19. Remove Nth Node From End of List

Given a linked list, remove the nth node from the end of list and return its head.

For example

 Given linked list: 1->2->3->4->5, and n = 2.

   After removing the second node from the end, the linked list becomes 1->2->3->5.

                    

                            死办法。
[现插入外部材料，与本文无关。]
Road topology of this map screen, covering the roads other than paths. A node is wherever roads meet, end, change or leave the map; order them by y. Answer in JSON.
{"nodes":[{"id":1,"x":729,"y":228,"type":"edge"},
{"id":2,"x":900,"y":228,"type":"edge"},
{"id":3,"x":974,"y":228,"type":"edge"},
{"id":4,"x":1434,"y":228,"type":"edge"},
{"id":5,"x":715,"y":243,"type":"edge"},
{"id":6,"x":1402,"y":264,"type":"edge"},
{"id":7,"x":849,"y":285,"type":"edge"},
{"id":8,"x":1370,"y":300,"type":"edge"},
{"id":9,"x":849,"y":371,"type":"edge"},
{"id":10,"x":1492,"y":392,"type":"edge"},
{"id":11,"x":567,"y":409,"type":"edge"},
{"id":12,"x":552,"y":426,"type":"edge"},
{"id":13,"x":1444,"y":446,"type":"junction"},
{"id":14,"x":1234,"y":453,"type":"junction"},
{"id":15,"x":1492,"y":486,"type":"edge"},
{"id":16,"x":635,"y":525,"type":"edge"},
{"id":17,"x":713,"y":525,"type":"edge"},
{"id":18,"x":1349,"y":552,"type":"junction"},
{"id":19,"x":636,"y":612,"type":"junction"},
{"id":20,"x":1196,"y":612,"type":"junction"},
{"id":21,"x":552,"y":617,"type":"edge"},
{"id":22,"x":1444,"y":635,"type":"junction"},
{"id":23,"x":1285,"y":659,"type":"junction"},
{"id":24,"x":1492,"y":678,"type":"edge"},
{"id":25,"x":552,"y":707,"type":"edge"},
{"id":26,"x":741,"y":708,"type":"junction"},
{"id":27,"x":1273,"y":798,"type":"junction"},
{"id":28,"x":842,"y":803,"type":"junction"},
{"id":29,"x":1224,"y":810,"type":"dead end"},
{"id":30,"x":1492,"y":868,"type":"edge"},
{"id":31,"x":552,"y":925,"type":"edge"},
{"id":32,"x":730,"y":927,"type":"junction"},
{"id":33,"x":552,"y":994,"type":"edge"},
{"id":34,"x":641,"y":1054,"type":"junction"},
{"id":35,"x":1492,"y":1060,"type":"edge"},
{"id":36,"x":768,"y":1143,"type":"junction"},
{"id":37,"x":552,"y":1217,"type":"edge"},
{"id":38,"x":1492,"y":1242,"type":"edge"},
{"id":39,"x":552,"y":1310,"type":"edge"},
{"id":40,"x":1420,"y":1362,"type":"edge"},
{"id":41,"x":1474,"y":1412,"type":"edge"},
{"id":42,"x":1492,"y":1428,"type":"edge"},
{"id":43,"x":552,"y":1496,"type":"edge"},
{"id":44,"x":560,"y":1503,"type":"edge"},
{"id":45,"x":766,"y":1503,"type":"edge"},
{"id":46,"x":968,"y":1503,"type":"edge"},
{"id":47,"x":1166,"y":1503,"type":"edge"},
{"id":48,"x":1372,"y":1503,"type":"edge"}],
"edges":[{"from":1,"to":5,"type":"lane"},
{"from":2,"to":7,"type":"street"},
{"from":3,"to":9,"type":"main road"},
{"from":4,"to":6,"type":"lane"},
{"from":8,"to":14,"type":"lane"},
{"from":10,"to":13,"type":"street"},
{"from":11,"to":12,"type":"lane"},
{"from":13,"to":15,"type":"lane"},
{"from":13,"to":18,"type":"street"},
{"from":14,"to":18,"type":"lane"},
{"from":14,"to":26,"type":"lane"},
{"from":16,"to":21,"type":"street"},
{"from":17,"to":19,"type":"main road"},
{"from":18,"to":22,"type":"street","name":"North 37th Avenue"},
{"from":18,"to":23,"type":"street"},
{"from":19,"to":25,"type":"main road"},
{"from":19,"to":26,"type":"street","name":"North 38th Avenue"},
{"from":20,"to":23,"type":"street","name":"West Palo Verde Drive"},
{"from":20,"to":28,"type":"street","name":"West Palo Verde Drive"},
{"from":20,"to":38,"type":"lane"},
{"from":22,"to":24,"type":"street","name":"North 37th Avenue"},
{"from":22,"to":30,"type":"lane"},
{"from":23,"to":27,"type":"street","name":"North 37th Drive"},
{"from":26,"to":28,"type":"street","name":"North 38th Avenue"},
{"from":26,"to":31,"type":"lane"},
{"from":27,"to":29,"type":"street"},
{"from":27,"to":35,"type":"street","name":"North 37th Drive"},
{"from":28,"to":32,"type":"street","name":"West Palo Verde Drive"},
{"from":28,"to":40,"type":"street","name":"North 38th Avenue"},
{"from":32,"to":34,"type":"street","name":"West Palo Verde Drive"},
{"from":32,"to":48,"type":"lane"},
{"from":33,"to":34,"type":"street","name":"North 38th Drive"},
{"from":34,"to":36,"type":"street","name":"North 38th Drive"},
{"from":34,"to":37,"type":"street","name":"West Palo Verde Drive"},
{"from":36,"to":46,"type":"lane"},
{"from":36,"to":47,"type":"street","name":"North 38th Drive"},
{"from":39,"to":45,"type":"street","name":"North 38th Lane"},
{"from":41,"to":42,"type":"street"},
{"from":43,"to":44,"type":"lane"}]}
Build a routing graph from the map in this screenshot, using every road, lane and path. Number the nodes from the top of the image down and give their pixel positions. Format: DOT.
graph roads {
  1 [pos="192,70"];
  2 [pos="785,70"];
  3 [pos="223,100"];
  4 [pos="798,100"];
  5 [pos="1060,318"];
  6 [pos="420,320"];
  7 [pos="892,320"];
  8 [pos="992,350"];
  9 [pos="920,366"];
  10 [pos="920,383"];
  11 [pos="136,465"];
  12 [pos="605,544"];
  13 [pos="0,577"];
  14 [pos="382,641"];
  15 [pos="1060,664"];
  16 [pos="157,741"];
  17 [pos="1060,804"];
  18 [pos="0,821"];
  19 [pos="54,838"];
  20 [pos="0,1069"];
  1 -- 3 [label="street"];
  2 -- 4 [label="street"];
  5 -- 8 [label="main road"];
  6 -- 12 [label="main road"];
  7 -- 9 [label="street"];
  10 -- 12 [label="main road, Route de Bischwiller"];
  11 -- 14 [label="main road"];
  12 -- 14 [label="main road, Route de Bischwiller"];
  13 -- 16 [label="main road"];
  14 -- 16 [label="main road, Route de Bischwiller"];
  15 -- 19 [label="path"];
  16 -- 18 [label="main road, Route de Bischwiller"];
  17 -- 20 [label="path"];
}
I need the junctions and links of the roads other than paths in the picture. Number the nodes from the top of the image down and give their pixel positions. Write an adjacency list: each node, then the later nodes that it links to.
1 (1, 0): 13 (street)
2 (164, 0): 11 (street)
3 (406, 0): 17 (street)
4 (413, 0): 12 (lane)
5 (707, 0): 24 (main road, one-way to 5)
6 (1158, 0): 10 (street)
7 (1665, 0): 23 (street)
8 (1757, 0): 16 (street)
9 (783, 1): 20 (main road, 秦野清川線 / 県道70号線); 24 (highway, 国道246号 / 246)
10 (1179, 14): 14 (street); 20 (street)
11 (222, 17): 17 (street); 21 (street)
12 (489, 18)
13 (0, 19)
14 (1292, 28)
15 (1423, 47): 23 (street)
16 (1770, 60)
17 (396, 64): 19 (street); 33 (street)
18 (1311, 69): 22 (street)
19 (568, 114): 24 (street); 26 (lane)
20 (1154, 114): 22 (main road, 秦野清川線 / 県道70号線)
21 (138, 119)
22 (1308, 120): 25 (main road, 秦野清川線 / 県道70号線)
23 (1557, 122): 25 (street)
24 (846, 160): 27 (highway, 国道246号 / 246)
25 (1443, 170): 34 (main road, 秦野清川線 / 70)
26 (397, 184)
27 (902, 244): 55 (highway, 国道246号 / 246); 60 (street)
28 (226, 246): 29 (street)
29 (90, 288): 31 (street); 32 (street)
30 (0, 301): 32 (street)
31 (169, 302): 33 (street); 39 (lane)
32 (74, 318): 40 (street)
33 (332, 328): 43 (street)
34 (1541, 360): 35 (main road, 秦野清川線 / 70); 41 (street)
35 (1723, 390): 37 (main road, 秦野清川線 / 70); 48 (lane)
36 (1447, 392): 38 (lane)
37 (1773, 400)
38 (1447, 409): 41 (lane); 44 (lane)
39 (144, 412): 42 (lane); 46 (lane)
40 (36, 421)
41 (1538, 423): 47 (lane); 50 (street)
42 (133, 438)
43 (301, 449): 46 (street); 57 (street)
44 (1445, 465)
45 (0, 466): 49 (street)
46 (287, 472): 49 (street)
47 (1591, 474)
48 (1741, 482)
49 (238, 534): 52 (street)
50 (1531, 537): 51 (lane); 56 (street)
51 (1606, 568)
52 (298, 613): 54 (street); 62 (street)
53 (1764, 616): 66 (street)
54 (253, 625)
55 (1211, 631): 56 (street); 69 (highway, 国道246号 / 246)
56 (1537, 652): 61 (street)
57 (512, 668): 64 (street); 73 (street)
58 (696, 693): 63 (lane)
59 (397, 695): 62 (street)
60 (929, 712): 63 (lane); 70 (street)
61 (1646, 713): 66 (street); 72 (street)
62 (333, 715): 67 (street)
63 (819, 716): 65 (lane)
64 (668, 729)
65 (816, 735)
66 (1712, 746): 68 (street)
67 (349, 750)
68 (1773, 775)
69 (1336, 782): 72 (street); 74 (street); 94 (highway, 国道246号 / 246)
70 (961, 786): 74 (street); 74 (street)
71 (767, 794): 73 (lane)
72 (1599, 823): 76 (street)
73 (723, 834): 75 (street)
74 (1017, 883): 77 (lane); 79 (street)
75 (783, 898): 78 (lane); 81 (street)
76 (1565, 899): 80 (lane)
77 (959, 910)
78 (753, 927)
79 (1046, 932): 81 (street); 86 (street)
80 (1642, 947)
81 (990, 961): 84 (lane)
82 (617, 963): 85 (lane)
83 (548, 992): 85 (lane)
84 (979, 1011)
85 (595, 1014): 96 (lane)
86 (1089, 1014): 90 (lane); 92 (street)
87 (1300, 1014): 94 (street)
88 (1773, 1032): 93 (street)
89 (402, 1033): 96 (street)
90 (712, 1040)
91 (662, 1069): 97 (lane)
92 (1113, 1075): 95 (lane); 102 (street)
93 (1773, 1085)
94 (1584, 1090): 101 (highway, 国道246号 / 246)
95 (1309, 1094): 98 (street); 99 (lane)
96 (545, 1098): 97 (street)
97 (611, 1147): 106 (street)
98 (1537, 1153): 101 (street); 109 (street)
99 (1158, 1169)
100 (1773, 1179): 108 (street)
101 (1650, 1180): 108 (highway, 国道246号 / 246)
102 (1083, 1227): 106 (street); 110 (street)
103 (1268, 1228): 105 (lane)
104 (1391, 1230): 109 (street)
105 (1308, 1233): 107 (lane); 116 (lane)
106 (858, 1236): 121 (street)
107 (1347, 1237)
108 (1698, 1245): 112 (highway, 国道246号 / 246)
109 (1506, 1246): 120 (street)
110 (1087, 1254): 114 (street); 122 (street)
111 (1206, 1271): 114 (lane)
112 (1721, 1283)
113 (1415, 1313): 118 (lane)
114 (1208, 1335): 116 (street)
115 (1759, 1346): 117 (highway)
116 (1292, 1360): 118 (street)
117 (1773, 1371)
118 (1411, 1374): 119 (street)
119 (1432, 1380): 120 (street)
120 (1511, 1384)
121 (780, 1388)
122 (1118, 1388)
。  有一点要注意，  见下面注释

class Solution {
public:
    ListNode* removeNthFromEnd(ListNode* head, int n) {
        int cnt = 0;
        int flag = 0;
        ListNode* p = head;
        if(!head)
        return NULL;
        if(head->next == NULL && n == 1)
        return NULL;
        while(head)
        {
            cnt++;
            head = head->next;
        }
        ListNode* q = p;
        while(q)
        {
            flag++;
            if(n == 1)                            //这里是判断，如果删除的是尾结点，操作会不一样，而且也没有NEXT，直接写next就错了
            {
                if(flag ==(cnt - n))
                q->next = NULL;
            }
            else
            if(flag == (cnt - n + 1))
            {
                q->val = q->next->val;
                q->next = q->next->next;
                break;
            }
            q = q->next;
        }
            return p;
        
    }
};

class Solution {
public:
    ListNode* removeNthFromEnd(ListNode* head, int n) {
        ListNode dum(0), *slow=&dum, *fast=head;
        dum.next=head;  //get the dum connected
        
        // move the fast pointer according to the offset
        for(int i=0; i<n; ++i) fast=fast->next;
        while(fast) {
            fast=fast->next;
            slow=slow->next;
        }
        //now the slow pointer will be the n+1 th node from the end (may be the dum head)
        fast=slow->next;
        slow->next=fast->next;
        delete fast;    //remove the specified node
        
        return dum.next;
    }
};